Read through the records below and copy each line that uses the word "roads".

#### [Dataset excerpts]
#####

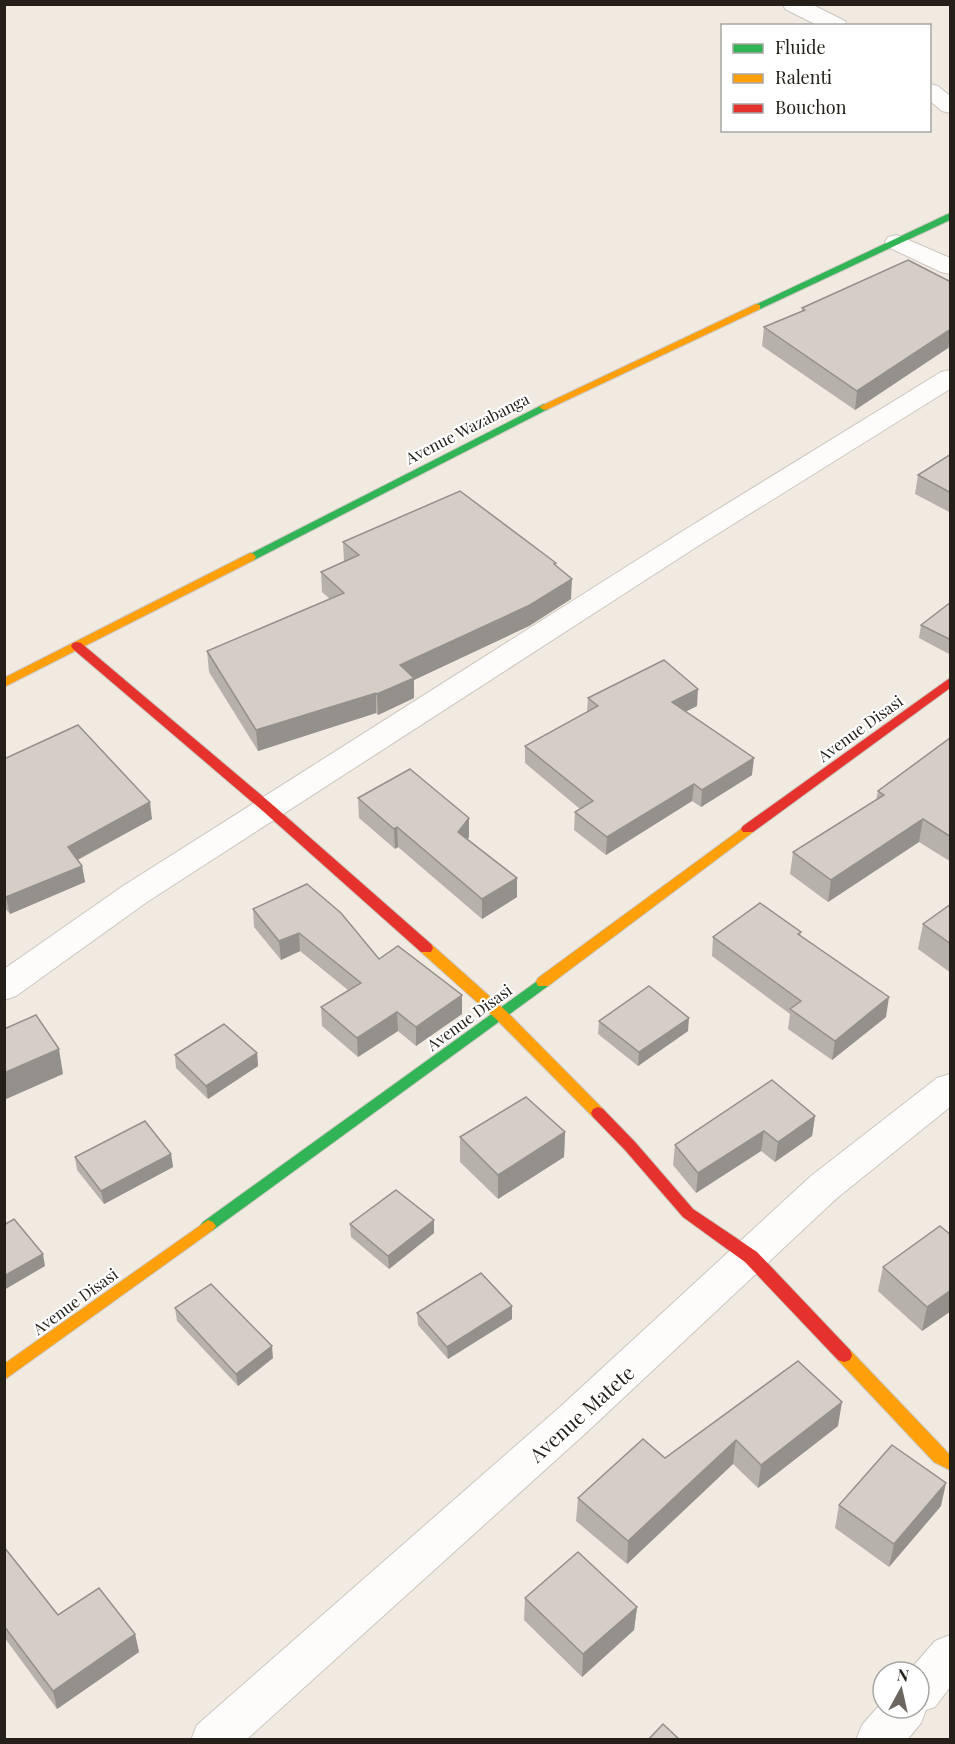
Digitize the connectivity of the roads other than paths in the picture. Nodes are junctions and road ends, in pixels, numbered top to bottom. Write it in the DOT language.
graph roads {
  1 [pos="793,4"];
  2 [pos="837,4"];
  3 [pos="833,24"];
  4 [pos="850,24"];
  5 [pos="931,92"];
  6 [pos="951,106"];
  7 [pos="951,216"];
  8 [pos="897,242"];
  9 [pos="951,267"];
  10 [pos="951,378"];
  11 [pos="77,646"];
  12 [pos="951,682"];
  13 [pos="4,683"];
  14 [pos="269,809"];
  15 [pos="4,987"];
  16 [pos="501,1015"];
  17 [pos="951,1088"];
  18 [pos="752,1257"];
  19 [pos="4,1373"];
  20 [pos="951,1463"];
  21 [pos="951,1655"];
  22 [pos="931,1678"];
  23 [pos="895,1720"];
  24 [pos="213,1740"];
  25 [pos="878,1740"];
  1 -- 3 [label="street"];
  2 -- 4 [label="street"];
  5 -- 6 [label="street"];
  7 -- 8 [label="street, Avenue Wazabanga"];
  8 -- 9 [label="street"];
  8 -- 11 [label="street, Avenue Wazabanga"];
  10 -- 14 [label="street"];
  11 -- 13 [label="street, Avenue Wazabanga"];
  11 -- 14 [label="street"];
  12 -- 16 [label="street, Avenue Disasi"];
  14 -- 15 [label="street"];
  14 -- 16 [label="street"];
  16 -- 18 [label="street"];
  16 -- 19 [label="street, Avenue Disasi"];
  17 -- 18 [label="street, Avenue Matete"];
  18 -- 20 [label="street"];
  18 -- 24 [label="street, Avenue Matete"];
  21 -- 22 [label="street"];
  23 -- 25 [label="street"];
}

#####

#### [Output below]
Digitize the connectivity of the roads other than paths in the picture. Nodes are junctions and road ends, in pixels, numbered top to bottom. Write it in the DOT language.
graph roads {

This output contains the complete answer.